If you don't know the answer, just say that you don't know, don't try to make up an answer.
Use three sentences maximum and keep the answer as concise as possible.
Always say "thanks for asking!" at the end of the answer.

{context}

Question: {user_request}

Helpful Answer:"""
    return prompt.strip()

## Connect the Components of RAG

Integrate the embedder, Chroma querier, and LLM service into a complete RAG pipeline.


In [None]:

EMBEDDER_MODEL_NAME = "intfloat/multilingual-e5-large-instruct"
CHROMA_PATH = "/mnt/cluster_storage/vector_store"
CHROMA_COLLECTION_NAME = "anyscale_jobs_docs_embeddings"


# Initialize the querier.
querier = ChromaQuerier(CHROMA_PATH, CHROMA_COLLECTION_NAME, score_threshold=0.8)
embedder = Embedder(EMBEDDER_MODEL_NAME)

# Perform the user request.
user_request = "what is a anyscale job"
embedding = embedder.embed_single(user_request)
formatted_results = querier.query(embedding, n_results=10)

# Print the formatted query results.
print("Query Results:")
pprint(formatted_results)

# Render the prompt. 
prompt = render_basic_rag_prompt(user_request, context=formatted_results)
print("Rendered Prompt:")
pprint(prompt) 

Query Results:
[{'chunk_id': '55b8db89-0aa6-460c-ae3a-284241f5865c',
  'chunk_index': 1,
  'distance': 0.10053980350494385,
  'doc_id': '7b170e3d-4081-4527-a737-1da022a364c4',
  'page_number': 1,
  'score': 0.8994601964950562,
  'source': 'anyscale-rag-application/100-docs/Jobs.txt',
  'text': '2/12/25, 9:48 AM Jobs | Anyscale Docs Jobs Run discrete workloads '
          'in production such as batch inference, bulk embeddings generation, '
          'or model fine-tuning.

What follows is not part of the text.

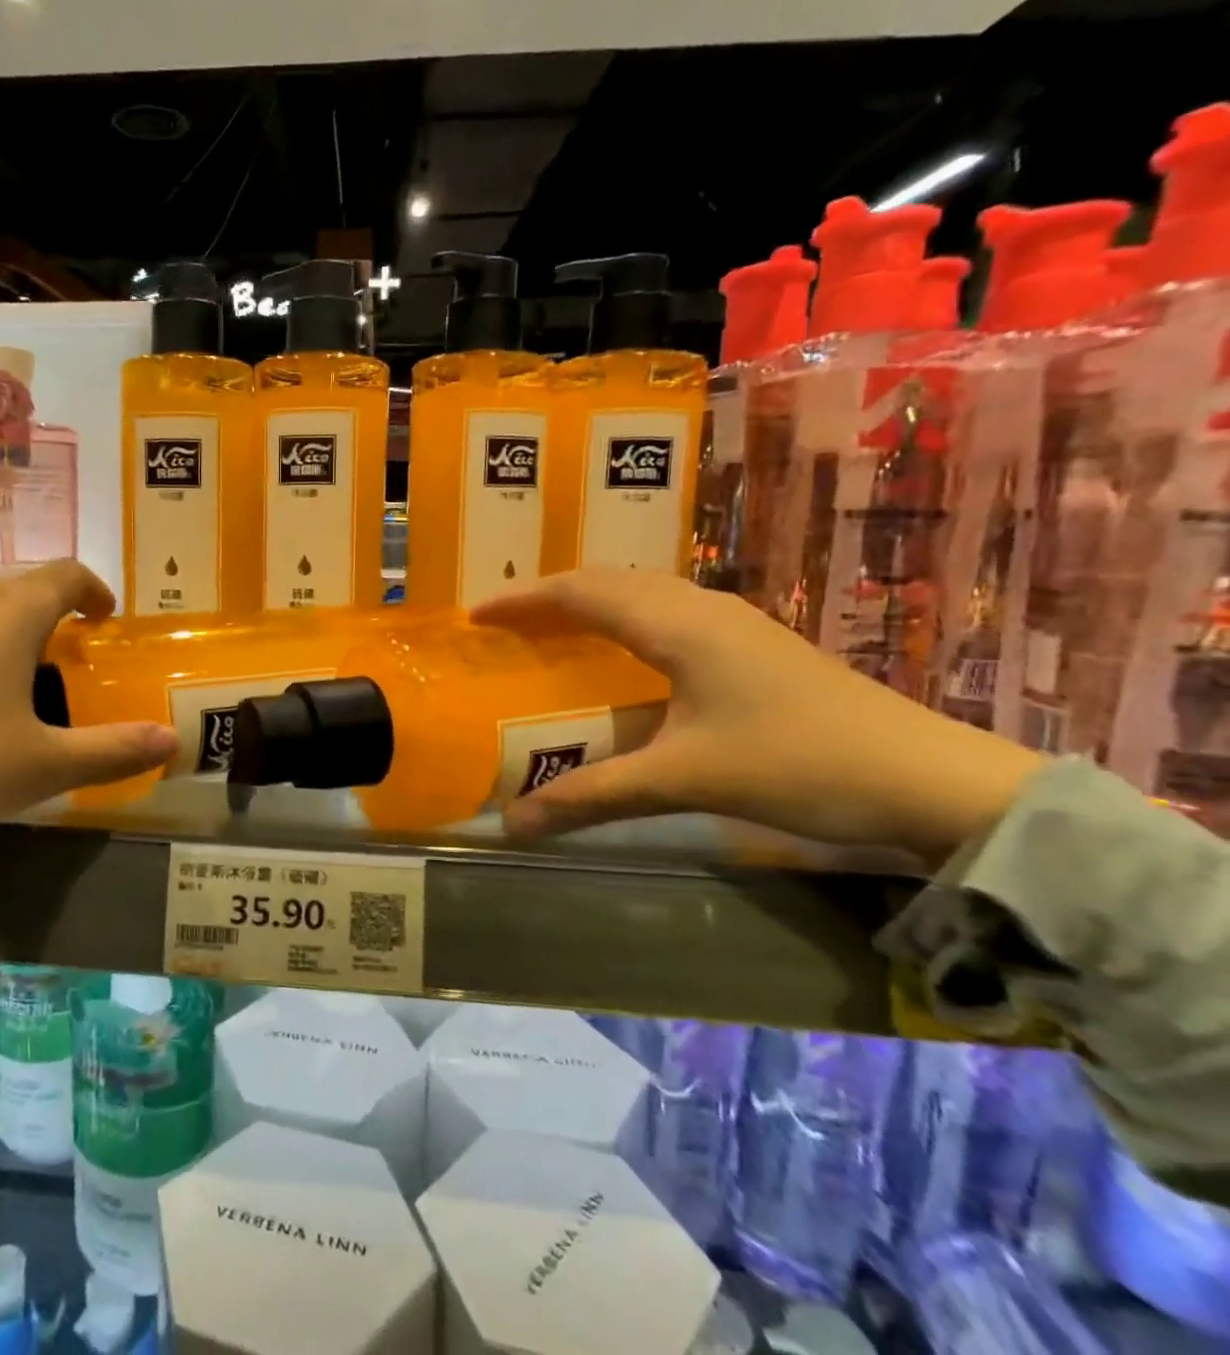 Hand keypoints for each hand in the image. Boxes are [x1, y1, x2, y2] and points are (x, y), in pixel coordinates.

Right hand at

Anyscale Jobs allow you to submit '
          'applications developed on workspaces to a standalone Ray cluster '
          'for execution. Built for production and designed to fit into your '
          'CI/CD pipeline, jobs ensure scalable and reliable performance. How '
          'does it work? # When you’re ready to promote an app to production, '
          'submit a job from the workspace using anyscale job submit . '
          'Anyscale Jobs have the following features: Scalability: Rapid '
          'scaling to 


## Get the Final Response
Stream the response from the LLM using the generated prompt.


In [None]:
for token in client.get_response_streaming(prompt, temperature=0.5):
    print(token, end="")


Anyscale Jobs are used to run discrete workloads in production, such as batch inference or model fine-tuning, on a standalone Ray cluster for scalable and reliable performance. Thanks for asking!

## Observations and Next Steps

As you can see, the LLM now understands that Anysacle jobs refers to the platform rather than job openings at Anysacale. This demonstrates the power of using RAG. However, the response from this basic RAG implementation is not optimal: it’s too short and lacks citations, leaving us unclear about the sources of the information. In future tutorials, we will assess these issues and propose several methods to address them through prompt engineering.